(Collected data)
------------------------------------------------------------

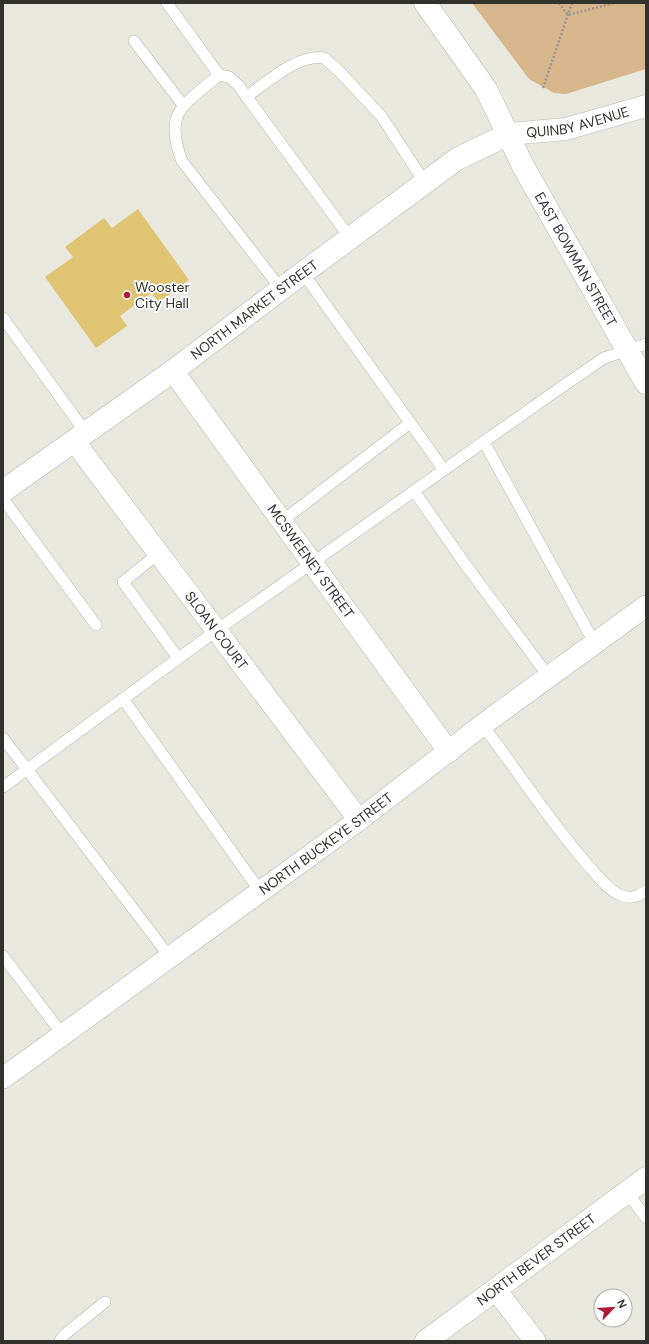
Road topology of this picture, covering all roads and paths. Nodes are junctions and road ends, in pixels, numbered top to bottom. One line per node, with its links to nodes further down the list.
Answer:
1 (167, 3): 8 (lane)
2 (425, 3): 13 (main road, EAST BOWMAN STREET)
3 (559, 3): 6 (path)
4 (572, 3): 6 (path)
5 (614, 3): 6 (path)
6 (568, 15): 9 (path)
7 (134, 41): 11 (lane)
8 (219, 75): 10 (lane); 11 (lane)
9 (543, 88)
10 (246, 97): 14 (lane); 15 (lane)
11 (183, 105): 17 (lane)
12 (646, 106): 13 (main road, QUINBY AVENUE)
13 (509, 134): 14 (main road, NORTH MARKET STREET); 19 (main road, EAST BOWMAN STREET)
14 (425, 183): 15 (main road, NORTH MARKET STREET)
15 (350, 238): 16 (main road, NORTH MARKET STREET)
16 (303, 274): 17 (main road, NORTH MARKET STREET); 22 (lane)
17 (281, 289): 20 (main road, NORTH MARKET STREET)
18 (3, 318): 23 (lane)
19 (637, 346): 21 (main road, EAST BOWMAN STREET); 24 (lane)
20 (173, 371): 23 (main road, NORTH MARKET STREET); 29 (street, MCSWEENEY STREET)
21 (646, 383)
22 (410, 423): 25 (lane); 29 (lane)
23 (80, 437): 27 (main road, NORTH MARKET STREET); 30 (street, SLOAN COURT)
24 (484, 442): 25 (lane); 35 (lane)
25 (444, 470): 26 (lane)
26 (414, 491): 31 (lane); 37 (lane)
27 (3, 492)
28 (3, 499): 33 (lane)
29 (282, 521): 31 (street, MCSWEENEY STREET)
30 (159, 554): 34 (street, SLOAN COURT); 36 (lane)
31 (312, 563): 34 (lane); 41 (street, MCSWEENEY STREET)
32 (646, 606): 35 (street, NORTH BUCKEYE STREET)
33 (96, 625)
34 (217, 630): 36 (lane); 44 (street, SLOAN COURT)
35 (595, 644): 37 (street, NORTH BUCKEYE STREET)
36 (178, 658): 38 (lane)
37 (549, 677): 39 (street, NORTH BUCKEYE STREET)
38 (123, 698): 42 (lane); 45 (lane)
39 (483, 726): 41 (street, NORTH BUCKEYE STREET); 46 (lane)
40 (3, 738): 42 (lane)
41 (449, 752): 44 (street, NORTH BUCKEYE STREET)
42 (26, 770): 43 (lane); 48 (lane)
43 (3, 787)
44 (360, 820): 45 (street, NORTH BUCKEYE STREET)
45 (260, 891): 48 (street, NORTH BUCKEYE STREET)
46 (646, 891)
47 (3, 956): 49 (lane)
48 (169, 956): 49 (street, NORTH BUCKEYE STREET)
49 (62, 1034): 50 (street, NORTH BUCKEYE STREET)
50 (3, 1078)
51 (646, 1178): 52 (main road, NORTH BEVER STREET)
52 (627, 1192): 53 (lane); 54 (main road, NORTH BEVER STREET)
53 (646, 1218)
54 (496, 1290): 57 (main road, NORTH BEVER STREET); 58 (street)
55 (105, 1302): 56 (lane)
56 (60, 1341)
57 (426, 1341)
58 (535, 1341)

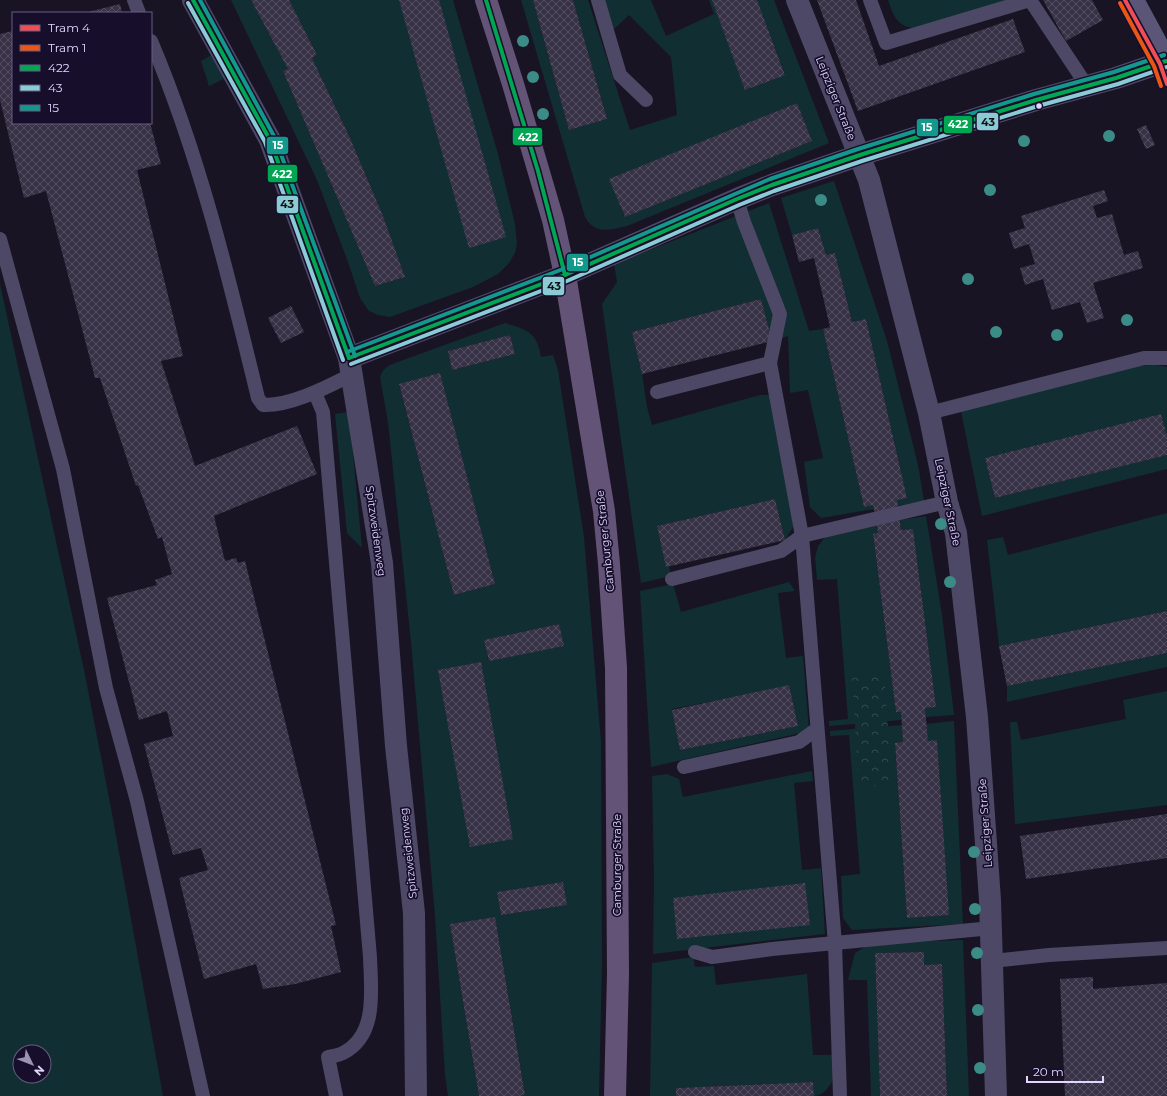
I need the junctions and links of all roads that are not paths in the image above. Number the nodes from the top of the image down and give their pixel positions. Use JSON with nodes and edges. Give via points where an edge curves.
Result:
{"nodes":[{"id":1,"x":134,"y":0,"type":"edge"},
{"id":2,"x":193,"y":0,"type":"edge"},
{"id":3,"x":486,"y":0,"type":"edge"},
{"id":4,"x":598,"y":0,"type":"edge"},
{"id":5,"x":797,"y":0,"type":"edge"},
{"id":6,"x":870,"y":0,"type":"edge"},
{"id":7,"x":1030,"y":0,"type":"edge"},
{"id":8,"x":1133,"y":0,"type":"edge"},
{"id":9,"x":139,"y":12,"type":"edge"},
{"id":10,"x":152,"y":44,"type":"edge"},
{"id":11,"x":1166,"y":62,"type":"edge"},
{"id":12,"x":1087,"y":86,"type":"junction"},
{"id":13,"x":646,"y":100,"type":"dead end"},
{"id":14,"x":860,"y":155,"type":"junction"},
{"id":15,"x":737,"y":199,"type":"junction"},
{"id":16,"x":0,"y":239,"type":"edge"},
{"id":17,"x":566,"y":274,"type":"junction"},
{"id":18,"x":1167,"y":358,"type":"edge"},
{"id":19,"x":770,"y":363,"type":"junction"},
{"id":20,"x":350,"y":366,"type":"junction"},
{"id":21,"x":657,"y":392,"type":"dead end"},
{"id":22,"x":315,"y":393,"type":"junction"},
{"id":23,"x":929,"y":413,"type":"junction"},
{"id":24,"x":948,"y":502,"type":"junction"},
{"id":25,"x":802,"y":536,"type":"junction"},
{"id":26,"x":672,"y":579,"type":"dead end"},
{"id":27,"x":817,"y":729,"type":"junction"},
{"id":28,"x":684,"y":767,"type":"dead end"},
{"id":29,"x":992,"y":928,"type":"junction"},
{"id":30,"x":835,"y":944,"type":"junction"},
{"id":31,"x":1167,"y":948,"type":"edge"},
{"id":32,"x":694,"y":952,"type":"dead end"},
{"id":33,"x":993,"y":961,"type":"junction"},
{"id":34,"x":203,"y":1096,"type":"edge"},
{"id":35,"x":336,"y":1096,"type":"edge"},
{"id":36,"x":416,"y":1096,"type":"edge"},
{"id":37,"x":615,"y":1096,"type":"edge"},
{"id":38,"x":840,"y":1096,"type":"edge"},
{"id":39,"x":996,"y":1096,"type":"edge"}],
"edges":[{"from":1,"to":9,"type":"lane"},
{"from":2,"to":20,"type":"street","name":"Spitzweidenweg","via":[[270,140]]},
{"from":3,"to":17,"type":"main road","name":"Camburger Straße","via":[[553,220]]},
{"from":4,"to":13,"type":"lane","via":[[620,75]]},
{"from":5,"to":14,"type":"street","name":"Leipziger Straße"},
{"from":6,"to":7,"type":"lane","via":[[886,43]]},
{"from":7,"to":12,"type":"lane"},
{"from":8,"to":11,"type":"street"},
{"from":10,"to":22,"type":"lane","via":[[204,190],[258,398],[263,405],[271,405]]},
{"from":11,"to":12,"type":"street"},
{"from":12,"to":14,"type":"street"},
{"from":14,"to":15,"type":"street"},
{"from":14,"to":23,"type":"street","name":"Leipziger Straße","via":[[870,180]]},
{"from":15,"to":17,"type":"street"},
{"from":15,"to":19,"type":"lane","via":[[780,314]]},
{"from":16,"to":34,"type":"lane","via":[[63,469],[106,688],[137,801]]},
{"from":17,"to":20,"type":"street"},
{"from":17,"to":37,"type":"main road","name":"Camburger Straße","via":[[604,511],[616,668],[618,974]]},
{"from":18,"to":23,"type":"lane","via":[[1144,358]]},
{"from":19,"to":21,"type":"lane"},
{"from":19,"to":25,"type":"lane"},
{"from":20,"to":22,"type":"lane"},
{"from":20,"to":36,"type":"street","name":"Spitzweidenweg","via":[[382,563],[396,746],[414,914]]},
{"from":22,"to":35,"type":"lane","via":[[323,412],[372,1004],[366,1030],[356,1044],[342,1053],[328,1057]]},
{"from":23,"to":24,"type":"street","name":"Leipziger Straße"},
{"from":24,"to":25,"type":"lane"},
{"from":24,"to":29,"type":"street","name":"Leipziger Straße","via":[[956,533],[976,709]]},
{"from":25,"to":26,"type":"lane","via":[[781,551]]},
{"from":25,"to":27,"type":"lane"},
{"from":27,"to":28,"type":"lane","via":[[799,742]]},
{"from":27,"to":30,"type":"lane"},
{"from":29,"to":30,"type":"lane"},
{"from":29,"to":33,"type":"street","name":"Leipziger Straße"},
{"from":30,"to":32,"type":"lane","via":[[712,957]]},
{"from":30,"to":38,"type":"lane"},
{"from":31,"to":33,"type":"lane"},
{"from":33,"to":39,"type":"street","name":"Leipziger Straße"}]}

------------------------------------------------------------

» Task statement: Lines of the data above that include the string "roads" must each be copied.

» Expected output:
Road topology of this picture, covering all roads and paths. Nodes are junctions and road ends, in pixels, numbered top to bottom. One line per node, with its links to nodes further down the list.
I need the junctions and links of all roads that are not paths in the image above. Number the nodes from the top of the image down and give their pixel positions. Use JSON with nodes and edges. Give via points where an edge curves.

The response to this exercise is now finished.